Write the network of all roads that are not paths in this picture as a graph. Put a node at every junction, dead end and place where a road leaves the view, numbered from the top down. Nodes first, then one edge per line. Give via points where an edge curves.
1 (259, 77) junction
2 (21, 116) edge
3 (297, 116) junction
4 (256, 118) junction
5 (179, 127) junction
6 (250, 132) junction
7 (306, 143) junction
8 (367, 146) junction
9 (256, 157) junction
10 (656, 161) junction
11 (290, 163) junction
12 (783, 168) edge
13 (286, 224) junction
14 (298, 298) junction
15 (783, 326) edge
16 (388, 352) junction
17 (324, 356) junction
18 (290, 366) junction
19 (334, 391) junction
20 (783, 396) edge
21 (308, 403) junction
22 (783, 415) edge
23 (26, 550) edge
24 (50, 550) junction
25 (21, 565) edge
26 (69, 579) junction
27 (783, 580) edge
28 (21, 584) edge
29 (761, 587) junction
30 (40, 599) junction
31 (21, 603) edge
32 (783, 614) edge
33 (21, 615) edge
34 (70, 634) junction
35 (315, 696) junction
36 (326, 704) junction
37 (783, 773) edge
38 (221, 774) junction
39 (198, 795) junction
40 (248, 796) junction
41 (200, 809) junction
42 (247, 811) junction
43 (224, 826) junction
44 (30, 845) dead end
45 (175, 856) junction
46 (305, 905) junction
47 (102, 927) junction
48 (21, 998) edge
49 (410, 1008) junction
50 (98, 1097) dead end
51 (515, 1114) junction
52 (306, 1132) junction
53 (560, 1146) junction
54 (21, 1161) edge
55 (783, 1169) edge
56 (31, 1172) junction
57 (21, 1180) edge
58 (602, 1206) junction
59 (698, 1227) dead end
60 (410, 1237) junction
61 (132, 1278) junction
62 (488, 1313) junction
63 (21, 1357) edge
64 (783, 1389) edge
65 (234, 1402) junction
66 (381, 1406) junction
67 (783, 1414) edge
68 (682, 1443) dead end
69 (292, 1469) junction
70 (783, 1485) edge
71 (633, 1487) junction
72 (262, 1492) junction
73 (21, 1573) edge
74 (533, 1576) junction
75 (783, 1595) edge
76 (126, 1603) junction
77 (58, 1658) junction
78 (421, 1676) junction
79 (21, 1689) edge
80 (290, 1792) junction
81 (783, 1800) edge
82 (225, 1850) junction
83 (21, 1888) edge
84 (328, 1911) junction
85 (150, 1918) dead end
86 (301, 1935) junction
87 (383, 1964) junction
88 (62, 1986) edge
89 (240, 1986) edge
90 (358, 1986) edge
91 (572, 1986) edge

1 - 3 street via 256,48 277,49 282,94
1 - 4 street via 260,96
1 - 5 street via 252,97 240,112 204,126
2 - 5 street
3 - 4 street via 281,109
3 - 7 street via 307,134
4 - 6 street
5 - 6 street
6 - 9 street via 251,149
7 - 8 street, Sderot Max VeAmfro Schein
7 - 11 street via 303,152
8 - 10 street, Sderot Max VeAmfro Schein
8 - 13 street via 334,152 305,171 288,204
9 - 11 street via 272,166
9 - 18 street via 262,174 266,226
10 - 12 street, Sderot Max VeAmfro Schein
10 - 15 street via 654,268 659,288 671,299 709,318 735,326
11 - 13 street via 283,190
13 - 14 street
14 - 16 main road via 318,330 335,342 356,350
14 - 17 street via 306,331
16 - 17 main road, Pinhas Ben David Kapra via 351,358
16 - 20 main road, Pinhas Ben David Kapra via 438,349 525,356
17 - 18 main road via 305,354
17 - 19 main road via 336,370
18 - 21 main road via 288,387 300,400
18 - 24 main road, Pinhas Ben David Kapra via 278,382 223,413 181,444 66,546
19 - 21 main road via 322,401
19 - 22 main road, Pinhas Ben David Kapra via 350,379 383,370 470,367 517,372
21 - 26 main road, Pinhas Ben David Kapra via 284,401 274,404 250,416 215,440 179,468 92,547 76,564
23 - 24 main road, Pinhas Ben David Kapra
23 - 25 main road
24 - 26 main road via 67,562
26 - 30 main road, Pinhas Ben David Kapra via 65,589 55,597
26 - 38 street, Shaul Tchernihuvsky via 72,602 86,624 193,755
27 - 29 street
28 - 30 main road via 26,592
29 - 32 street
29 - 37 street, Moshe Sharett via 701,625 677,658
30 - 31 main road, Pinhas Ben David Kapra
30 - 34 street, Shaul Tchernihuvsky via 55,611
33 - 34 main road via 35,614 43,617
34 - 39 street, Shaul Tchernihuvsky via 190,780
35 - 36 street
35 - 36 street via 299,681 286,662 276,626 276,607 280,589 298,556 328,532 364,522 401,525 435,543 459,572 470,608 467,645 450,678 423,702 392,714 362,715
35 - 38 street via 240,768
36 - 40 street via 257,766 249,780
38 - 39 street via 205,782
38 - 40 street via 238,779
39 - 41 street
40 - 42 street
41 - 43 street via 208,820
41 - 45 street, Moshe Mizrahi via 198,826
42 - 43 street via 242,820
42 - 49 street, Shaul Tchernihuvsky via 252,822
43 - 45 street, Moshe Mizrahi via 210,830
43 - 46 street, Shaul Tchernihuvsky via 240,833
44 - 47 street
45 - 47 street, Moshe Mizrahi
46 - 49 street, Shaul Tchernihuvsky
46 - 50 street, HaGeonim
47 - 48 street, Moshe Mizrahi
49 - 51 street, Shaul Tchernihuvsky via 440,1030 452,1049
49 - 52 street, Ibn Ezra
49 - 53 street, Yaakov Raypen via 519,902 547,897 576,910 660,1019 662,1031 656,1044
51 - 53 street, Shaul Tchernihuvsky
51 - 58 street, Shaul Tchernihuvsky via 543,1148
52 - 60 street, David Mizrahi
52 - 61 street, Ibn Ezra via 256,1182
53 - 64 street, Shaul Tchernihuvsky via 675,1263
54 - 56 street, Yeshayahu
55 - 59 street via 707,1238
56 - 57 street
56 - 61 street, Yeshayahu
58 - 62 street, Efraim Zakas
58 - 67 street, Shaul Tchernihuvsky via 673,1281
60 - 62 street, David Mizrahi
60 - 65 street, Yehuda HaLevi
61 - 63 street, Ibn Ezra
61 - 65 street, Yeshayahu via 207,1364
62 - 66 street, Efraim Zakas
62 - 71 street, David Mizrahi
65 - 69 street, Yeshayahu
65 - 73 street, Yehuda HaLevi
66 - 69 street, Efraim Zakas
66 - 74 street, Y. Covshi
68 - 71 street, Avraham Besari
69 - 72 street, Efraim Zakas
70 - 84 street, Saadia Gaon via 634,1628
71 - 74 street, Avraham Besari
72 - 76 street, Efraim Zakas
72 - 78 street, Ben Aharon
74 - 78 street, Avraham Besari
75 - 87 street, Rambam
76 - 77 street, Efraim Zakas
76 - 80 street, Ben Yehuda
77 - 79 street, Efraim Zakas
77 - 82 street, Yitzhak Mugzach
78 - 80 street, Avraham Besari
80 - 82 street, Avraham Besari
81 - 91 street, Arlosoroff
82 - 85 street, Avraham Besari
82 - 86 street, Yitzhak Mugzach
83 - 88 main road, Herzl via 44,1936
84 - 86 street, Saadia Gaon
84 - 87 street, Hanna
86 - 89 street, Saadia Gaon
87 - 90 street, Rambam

> REQUIRED WORK
When you copy the data, keep every line word for word.

> ANSWER SPACE
Write the network of all roads that are not paths in this picture as a graph. Put a node at every junction, dead end and place where a road leaves the view, numbered from the top down. Nodes first, then one edge per line. Give via points where an edge curves.
1 (259, 77) junction
2 (21, 116) edge
3 (297, 116) junction
4 (256, 118) junction
5 (179, 127) junction
6 (250, 132) junction
7 (306, 143) junction
8 (367, 146) junction
9 (256, 157) junction
10 (656, 161) junction
11 (290, 163) junction
12 (783, 168) edge
13 (286, 224) junction
14 (298, 298) junction
15 (783, 326) edge
16 (388, 352) junction
17 (324, 356) junction
18 (290, 366) junction
19 (334, 391) junction
20 (783, 396) edge
21 (308, 403) junction
22 (783, 415) edge
23 (26, 550) edge
24 (50, 550) junction
25 (21, 565) edge
26 (69, 579) junction
27 (783, 580) edge
28 (21, 584) edge
29 (761, 587) junction
30 (40, 599) junction
31 (21, 603) edge
32 (783, 614) edge
33 (21, 615) edge
34 (70, 634) junction
35 (315, 696) junction
36 (326, 704) junction
37 (783, 773) edge
38 (221, 774) junction
39 (198, 795) junction
40 (248, 796) junction
41 (200, 809) junction
42 (247, 811) junction
43 (224, 826) junction
44 (30, 845) dead end
45 (175, 856) junction
46 (305, 905) junction
47 (102, 927) junction
48 (21, 998) edge
49 (410, 1008) junction
50 (98, 1097) dead end
51 (515, 1114) junction
52 (306, 1132) junction
53 (560, 1146) junction
54 (21, 1161) edge
55 (783, 1169) edge
56 (31, 1172) junction
57 (21, 1180) edge
58 (602, 1206) junction
59 (698, 1227) dead end
60 (410, 1237) junction
61 (132, 1278) junction
62 (488, 1313) junction
63 (21, 1357) edge
64 (783, 1389) edge
65 (234, 1402) junction
66 (381, 1406) junction
67 (783, 1414) edge
68 (682, 1443) dead end
69 (292, 1469) junction
70 (783, 1485) edge
71 (633, 1487) junction
72 (262, 1492) junction
73 (21, 1573) edge
74 (533, 1576) junction
75 (783, 1595) edge
76 (126, 1603) junction
77 (58, 1658) junction
78 (421, 1676) junction
79 (21, 1689) edge
80 (290, 1792) junction
81 (783, 1800) edge
82 (225, 1850) junction
83 (21, 1888) edge
84 (328, 1911) junction
85 (150, 1918) dead end
86 (301, 1935) junction
87 (383, 1964) junction
88 (62, 1986) edge
89 (240, 1986) edge
90 (358, 1986) edge
91 (572, 1986) edge

1 - 3 street via 256,48 277,49 282,94
1 - 4 street via 260,96
1 - 5 street via 252,97 240,112 204,126
2 - 5 street
3 - 4 street via 281,109
3 - 7 street via 307,134
4 - 6 street
5 - 6 street
6 - 9 street via 251,149
7 - 8 street, Sderot Max VeAmfro Schein
7 - 11 street via 303,152
8 - 10 street, Sderot Max VeAmfro Schein
8 - 13 street via 334,152 305,171 288,204
9 - 11 street via 272,166
9 - 18 street via 262,174 266,226
10 - 12 street, Sderot Max VeAmfro Schein
10 - 15 street via 654,268 659,288 671,299 709,318 735,326
11 - 13 street via 283,190
13 - 14 street
14 - 16 main road via 318,330 335,342 356,350
14 - 17 street via 306,331
16 - 17 main road, Pinhas Ben David Kapra via 351,358
16 - 20 main road, Pinhas Ben David Kapra via 438,349 525,356
17 - 18 main road via 305,354
17 - 19 main road via 336,370
18 - 21 main road via 288,387 300,400
18 - 24 main road, Pinhas Ben David Kapra via 278,382 223,413 181,444 66,546
19 - 21 main road via 322,401
19 - 22 main road, Pinhas Ben David Kapra via 350,379 383,370 470,367 517,372
21 - 26 main road, Pinhas Ben David Kapra via 284,401 274,404 250,416 215,440 179,468 92,547 76,564
23 - 24 main road, Pinhas Ben David Kapra
23 - 25 main road
24 - 26 main road via 67,562
26 - 30 main road, Pinhas Ben David Kapra via 65,589 55,597
26 - 38 street, Shaul Tchernihuvsky via 72,602 86,624 193,755
27 - 29 street
28 - 30 main road via 26,592
29 - 32 street
29 - 37 street, Moshe Sharett via 701,625 677,658
30 - 31 main road, Pinhas Ben David Kapra
30 - 34 street, Shaul Tchernihuvsky via 55,611
33 - 34 main road via 35,614 43,617
34 - 39 street, Shaul Tchernihuvsky via 190,780
35 - 36 street
35 - 36 street via 299,681 286,662 276,626 276,607 280,589 298,556 328,532 364,522 401,525 435,543 459,572 470,608 467,645 450,678 423,702 392,714 362,715
35 - 38 street via 240,768
36 - 40 street via 257,766 249,780
38 - 39 street via 205,782
38 - 40 street via 238,779
39 - 41 street
40 - 42 street
41 - 43 street via 208,820
41 - 45 street, Moshe Mizrahi via 198,826
42 - 43 street via 242,820
42 - 49 street, Shaul Tchernihuvsky via 252,822
43 - 45 street, Moshe Mizrahi via 210,830
43 - 46 street, Shaul Tchernihuvsky via 240,833
44 - 47 street
45 - 47 street, Moshe Mizrahi
46 - 49 street, Shaul Tchernihuvsky
46 - 50 street, HaGeonim
47 - 48 street, Moshe Mizrahi
49 - 51 street, Shaul Tchernihuvsky via 440,1030 452,1049
49 - 52 street, Ibn Ezra
49 - 53 street, Yaakov Raypen via 519,902 547,897 576,910 660,1019 662,1031 656,1044
51 - 53 street, Shaul Tchernihuvsky
51 - 58 street, Shaul Tchernihuvsky via 543,1148
52 - 60 street, David Mizrahi
52 - 61 street, Ibn Ezra via 256,1182
53 - 64 street, Shaul Tchernihuvsky via 675,1263
54 - 56 street, Yeshayahu
55 - 59 street via 707,1238
56 - 57 street
56 - 61 street, Yeshayahu
58 - 62 street, Efraim Zakas
58 - 67 street, Shaul Tchernihuvsky via 673,1281
60 - 62 street, David Mizrahi
60 - 65 street, Yehuda HaLevi
61 - 63 street, Ibn Ezra
61 - 65 street, Yeshayahu via 207,1364
62 - 66 street, Efraim Zakas
62 - 71 street, David Mizrahi
65 - 69 street, Yeshayahu
65 - 73 street, Yehuda HaLevi
66 - 69 street, Efraim Zakas
66 - 74 street, Y. Covshi
68 - 71 street, Avraham Besari
69 - 72 street, Efraim Zakas
70 - 84 street, Saadia Gaon via 634,1628
71 - 74 street, Avraham Besari
72 - 76 street, Efraim Zakas
72 - 78 street, Ben Aharon
74 - 78 street, Avraham Besari
75 - 87 street, Rambam
76 - 77 street, Efraim Zakas
76 - 80 street, Ben Yehuda
77 - 79 street, Efraim Zakas
77 - 82 street, Yitzhak Mugzach
78 - 80 street, Avraham Besari
80 - 82 street, Avraham Besari
81 - 91 street, Arlosoroff
82 - 85 street, Avraham Besari
82 - 86 street, Yitzhak Mugzach
83 - 88 main road, Herzl via 44,1936
84 - 86 street, Saadia Gaon
84 - 87 street, Hanna
86 - 89 street, Saadia Gaon
87 - 90 street, Rambam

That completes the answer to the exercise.